Un mercato che vale 407 miliardi di dollari. Come rileva lo Stockholm International Peace Research Institute (Sipri) nel suo rapporto relativo al 2013, l’Asia è il più importante mercato al mondo per il commercio delle armi: 407 miliardi di dollari all’anno. Sui primi 15 Paesi che investono nelle spese militari, 8 sono asiatici. Nella classifica, dopo gli Stati Uniti, c’è la Cina (188 miliardi di dollari), che deve tra l’altro fronteggiare le dispute territoriali nel Mar Cinese orientale e meridionale, che coinvolgono il Vietnam e le Filippine, che hanno anche loro ingrandito gli arsenali. A seguire, la Russia (87,8), l’Arabia Saudita (67), il Giappone (48,6) e l’India (47,4) – che nel corso del 2014 ha tra l’altro deciso la costruzione di 6 sottomarini, l’acquisto di oltre 8.000 missili anticarro israeliani 12 velivoli ammodernati da ricognizione Dornier – la Corea del Sud (33,9 miliardi di dollari), la Turchia (19,1) e gli Emirati Arabi Uniti (19).
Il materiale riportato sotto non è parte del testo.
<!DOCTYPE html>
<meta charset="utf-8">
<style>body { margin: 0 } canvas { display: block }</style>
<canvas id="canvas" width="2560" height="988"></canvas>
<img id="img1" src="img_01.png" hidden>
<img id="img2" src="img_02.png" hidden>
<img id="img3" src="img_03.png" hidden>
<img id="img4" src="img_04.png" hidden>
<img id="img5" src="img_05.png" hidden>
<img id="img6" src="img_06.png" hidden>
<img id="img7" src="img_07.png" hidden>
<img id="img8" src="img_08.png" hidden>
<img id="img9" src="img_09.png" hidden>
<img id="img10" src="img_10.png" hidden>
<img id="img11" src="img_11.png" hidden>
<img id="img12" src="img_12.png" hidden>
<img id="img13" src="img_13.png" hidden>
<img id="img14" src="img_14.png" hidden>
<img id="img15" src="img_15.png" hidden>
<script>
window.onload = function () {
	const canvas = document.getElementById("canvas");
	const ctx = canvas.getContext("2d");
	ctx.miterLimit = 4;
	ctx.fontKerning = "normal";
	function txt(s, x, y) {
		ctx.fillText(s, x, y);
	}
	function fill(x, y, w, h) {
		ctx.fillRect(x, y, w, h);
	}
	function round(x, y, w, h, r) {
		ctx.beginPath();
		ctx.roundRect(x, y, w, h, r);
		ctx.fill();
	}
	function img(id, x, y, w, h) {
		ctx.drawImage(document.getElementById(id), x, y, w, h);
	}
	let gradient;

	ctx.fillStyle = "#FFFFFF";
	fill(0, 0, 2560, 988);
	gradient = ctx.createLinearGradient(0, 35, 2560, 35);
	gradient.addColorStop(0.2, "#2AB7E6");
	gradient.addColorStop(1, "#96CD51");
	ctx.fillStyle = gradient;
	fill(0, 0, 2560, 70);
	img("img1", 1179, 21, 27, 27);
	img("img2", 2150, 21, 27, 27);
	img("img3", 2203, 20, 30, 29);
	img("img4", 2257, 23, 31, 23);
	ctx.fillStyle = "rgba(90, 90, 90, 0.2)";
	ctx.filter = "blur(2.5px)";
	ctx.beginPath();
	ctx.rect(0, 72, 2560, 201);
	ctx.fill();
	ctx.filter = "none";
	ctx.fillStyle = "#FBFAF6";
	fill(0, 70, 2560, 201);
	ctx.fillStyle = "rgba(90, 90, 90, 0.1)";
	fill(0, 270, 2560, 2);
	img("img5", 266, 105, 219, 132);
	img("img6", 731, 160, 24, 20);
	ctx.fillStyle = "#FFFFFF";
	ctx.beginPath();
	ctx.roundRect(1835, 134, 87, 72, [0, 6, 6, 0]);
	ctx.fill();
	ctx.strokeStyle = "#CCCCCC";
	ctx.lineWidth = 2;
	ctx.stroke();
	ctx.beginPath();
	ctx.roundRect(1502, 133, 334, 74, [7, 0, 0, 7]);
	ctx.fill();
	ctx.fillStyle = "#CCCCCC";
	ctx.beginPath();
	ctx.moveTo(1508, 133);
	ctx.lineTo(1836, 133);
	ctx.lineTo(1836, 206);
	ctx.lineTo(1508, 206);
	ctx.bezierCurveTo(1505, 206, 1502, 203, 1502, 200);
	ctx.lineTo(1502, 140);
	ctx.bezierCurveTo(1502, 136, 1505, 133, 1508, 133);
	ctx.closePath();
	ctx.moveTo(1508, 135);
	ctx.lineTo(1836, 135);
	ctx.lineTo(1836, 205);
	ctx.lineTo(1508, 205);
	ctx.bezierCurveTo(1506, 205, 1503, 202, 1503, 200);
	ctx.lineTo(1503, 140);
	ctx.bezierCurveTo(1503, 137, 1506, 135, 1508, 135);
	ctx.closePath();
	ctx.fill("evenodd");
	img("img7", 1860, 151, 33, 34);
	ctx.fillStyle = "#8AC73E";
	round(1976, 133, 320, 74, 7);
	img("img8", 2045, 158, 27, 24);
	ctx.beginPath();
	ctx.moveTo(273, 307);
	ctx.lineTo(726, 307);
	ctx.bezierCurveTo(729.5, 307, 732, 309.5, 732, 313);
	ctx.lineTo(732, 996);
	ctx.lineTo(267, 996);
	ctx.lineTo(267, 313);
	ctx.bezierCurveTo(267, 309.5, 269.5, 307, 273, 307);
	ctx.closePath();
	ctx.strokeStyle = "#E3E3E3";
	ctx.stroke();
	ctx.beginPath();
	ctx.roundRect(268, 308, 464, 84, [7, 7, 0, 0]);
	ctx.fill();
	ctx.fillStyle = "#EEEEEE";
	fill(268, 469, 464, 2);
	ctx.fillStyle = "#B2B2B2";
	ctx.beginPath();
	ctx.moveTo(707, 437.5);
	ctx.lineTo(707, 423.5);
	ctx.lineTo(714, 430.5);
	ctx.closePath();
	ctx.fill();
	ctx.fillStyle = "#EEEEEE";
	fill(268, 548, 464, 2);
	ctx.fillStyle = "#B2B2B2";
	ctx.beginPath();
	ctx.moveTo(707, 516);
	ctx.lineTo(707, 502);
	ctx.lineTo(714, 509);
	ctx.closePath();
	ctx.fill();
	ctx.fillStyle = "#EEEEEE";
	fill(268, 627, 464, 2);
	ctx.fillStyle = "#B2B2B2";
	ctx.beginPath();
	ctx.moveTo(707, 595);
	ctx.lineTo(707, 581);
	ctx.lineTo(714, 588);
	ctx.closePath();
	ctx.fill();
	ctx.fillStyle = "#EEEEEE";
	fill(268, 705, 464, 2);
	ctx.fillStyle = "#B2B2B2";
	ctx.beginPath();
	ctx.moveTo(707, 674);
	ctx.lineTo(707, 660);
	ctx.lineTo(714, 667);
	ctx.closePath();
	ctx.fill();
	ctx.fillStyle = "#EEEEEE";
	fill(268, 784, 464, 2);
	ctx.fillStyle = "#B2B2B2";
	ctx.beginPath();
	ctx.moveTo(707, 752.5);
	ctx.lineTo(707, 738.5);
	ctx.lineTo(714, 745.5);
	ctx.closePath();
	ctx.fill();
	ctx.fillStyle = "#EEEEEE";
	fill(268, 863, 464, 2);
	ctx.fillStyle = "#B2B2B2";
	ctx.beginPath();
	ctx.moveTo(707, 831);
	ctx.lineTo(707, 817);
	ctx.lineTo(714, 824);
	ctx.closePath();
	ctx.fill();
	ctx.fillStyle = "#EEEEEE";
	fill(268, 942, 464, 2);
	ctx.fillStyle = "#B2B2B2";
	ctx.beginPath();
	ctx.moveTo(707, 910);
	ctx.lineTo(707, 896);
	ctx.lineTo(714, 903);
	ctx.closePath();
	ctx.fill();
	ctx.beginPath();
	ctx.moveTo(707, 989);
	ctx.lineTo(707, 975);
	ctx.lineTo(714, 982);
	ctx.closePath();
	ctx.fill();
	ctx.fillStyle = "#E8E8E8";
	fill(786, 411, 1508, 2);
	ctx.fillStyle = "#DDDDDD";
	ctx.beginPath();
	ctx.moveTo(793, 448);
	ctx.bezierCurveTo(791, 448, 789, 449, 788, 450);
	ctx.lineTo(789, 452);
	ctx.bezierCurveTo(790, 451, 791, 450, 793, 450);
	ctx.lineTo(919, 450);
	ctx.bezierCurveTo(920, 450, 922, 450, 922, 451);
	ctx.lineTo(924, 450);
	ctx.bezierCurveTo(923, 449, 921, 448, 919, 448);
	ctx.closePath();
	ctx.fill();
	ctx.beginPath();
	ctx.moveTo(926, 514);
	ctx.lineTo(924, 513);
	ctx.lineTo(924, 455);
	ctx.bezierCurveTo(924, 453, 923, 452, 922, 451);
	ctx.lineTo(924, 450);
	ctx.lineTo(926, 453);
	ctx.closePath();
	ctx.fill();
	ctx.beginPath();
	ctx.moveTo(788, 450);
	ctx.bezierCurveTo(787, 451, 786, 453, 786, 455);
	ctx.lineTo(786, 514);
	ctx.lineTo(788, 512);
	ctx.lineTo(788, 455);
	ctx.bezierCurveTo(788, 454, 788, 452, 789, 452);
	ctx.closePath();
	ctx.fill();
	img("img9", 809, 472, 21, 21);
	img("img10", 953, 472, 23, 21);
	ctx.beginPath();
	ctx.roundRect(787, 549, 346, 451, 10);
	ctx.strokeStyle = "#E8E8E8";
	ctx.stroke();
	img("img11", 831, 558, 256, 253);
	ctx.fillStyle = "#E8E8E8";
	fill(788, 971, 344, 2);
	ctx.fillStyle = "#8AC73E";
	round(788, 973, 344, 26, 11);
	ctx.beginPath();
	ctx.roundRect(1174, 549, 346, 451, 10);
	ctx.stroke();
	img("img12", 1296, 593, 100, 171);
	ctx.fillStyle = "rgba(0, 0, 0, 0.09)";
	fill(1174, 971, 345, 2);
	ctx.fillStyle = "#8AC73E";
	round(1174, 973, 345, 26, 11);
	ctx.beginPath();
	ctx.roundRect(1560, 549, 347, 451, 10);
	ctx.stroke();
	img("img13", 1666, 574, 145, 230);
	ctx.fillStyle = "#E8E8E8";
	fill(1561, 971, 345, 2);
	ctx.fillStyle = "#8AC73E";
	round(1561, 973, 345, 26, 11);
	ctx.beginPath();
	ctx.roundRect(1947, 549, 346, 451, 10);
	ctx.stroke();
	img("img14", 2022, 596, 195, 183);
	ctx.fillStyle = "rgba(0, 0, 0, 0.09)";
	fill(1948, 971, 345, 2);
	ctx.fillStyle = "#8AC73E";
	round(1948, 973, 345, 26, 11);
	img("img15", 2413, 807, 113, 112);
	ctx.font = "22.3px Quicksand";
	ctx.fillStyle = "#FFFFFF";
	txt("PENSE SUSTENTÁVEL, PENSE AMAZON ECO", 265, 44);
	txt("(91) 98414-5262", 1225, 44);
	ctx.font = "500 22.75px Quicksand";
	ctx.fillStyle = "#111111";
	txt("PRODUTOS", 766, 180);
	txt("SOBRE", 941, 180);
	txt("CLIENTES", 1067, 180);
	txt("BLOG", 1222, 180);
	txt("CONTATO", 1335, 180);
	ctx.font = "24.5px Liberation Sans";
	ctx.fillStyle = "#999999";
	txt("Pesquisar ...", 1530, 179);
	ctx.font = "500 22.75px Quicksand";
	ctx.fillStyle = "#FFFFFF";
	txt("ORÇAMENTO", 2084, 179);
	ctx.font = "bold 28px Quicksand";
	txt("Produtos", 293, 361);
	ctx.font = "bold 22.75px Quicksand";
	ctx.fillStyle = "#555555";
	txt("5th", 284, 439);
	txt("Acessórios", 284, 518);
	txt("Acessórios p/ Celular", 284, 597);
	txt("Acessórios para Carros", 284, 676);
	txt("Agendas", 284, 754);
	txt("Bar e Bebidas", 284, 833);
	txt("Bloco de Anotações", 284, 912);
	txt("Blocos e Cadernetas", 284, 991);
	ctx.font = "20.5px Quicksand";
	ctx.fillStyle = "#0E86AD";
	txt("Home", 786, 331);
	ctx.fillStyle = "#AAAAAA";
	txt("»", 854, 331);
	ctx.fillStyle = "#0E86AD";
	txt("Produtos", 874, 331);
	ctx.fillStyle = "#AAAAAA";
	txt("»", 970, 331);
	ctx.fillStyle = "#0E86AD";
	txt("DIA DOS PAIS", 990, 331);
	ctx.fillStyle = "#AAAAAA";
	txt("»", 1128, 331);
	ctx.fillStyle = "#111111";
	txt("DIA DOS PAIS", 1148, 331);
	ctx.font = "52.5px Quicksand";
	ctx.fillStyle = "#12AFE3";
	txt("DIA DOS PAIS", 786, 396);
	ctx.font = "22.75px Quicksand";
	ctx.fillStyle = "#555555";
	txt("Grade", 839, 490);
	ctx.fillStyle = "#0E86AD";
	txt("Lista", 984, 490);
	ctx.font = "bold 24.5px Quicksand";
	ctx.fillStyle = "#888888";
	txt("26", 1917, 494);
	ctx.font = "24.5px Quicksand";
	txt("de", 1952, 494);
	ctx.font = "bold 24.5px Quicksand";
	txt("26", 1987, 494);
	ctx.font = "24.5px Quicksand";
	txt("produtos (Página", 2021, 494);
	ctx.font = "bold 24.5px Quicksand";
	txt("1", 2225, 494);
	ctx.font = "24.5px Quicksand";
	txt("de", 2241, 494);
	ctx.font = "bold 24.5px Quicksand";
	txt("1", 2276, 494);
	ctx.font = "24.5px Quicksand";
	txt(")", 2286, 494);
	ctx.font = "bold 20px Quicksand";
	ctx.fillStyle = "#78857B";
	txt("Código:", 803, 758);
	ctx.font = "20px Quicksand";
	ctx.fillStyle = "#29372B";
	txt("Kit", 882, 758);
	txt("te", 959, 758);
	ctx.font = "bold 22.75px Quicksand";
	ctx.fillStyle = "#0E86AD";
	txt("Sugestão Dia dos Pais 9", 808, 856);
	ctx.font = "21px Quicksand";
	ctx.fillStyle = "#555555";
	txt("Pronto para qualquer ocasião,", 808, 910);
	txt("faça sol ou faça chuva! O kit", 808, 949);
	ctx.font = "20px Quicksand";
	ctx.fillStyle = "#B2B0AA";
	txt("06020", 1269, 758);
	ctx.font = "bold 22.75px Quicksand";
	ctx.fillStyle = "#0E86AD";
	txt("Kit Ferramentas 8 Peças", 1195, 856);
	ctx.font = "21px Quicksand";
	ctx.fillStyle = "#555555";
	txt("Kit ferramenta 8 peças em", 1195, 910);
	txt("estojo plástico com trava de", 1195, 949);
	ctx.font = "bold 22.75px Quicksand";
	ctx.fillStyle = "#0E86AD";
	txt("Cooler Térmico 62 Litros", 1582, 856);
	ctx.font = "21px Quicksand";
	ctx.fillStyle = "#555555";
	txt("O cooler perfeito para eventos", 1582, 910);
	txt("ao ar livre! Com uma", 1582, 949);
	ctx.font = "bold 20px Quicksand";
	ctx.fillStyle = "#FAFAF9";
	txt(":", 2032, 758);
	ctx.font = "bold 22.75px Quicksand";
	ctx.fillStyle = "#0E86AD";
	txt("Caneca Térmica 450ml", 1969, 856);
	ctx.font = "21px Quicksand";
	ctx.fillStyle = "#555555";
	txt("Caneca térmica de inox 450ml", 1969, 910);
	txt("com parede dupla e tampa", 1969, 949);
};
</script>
Gli investimenti in armamenti subacquei. La Cina – passata dal quinto al terzo posto tra i Paesi importatori di armi – che ha come suo primo fornitore di armi la Russia, nella seconda parte dell’anno trascorso, ha dedicato i suoi sforzi al potenziamento della sua forza sottomarina, come ha rilevato un rapporto del Dipartimento della Difesa statunitense: 5 dei 56 battelli sottomarini varati, sarebbero nucleari, in grado di lanciare missili balistici, con una gittata stimata di 7.400 chilometri. All’ombra della Cina, rileva il rapporto dell’“Ihs Janes”, si consolida la posizione della Corea del Sud, che il rapporto descrive come “stella nascente” del quadrante Asia-Pacifico, sul fronte dell’export. Anche altri Paesi asiatici, possiedono sottomarini d’attacco. L’India ha 15 sottomarini, il Vietnam li acquista dalla Russia, l’Indonesia sarebbe dotata di 12 sottomarini, Taiwan ne possiede 2, Singapore possiede 6 battelli, perfino l’Australia ha investito 20 miliardi di dollari per costruire una nuova flotta di 12 battelli.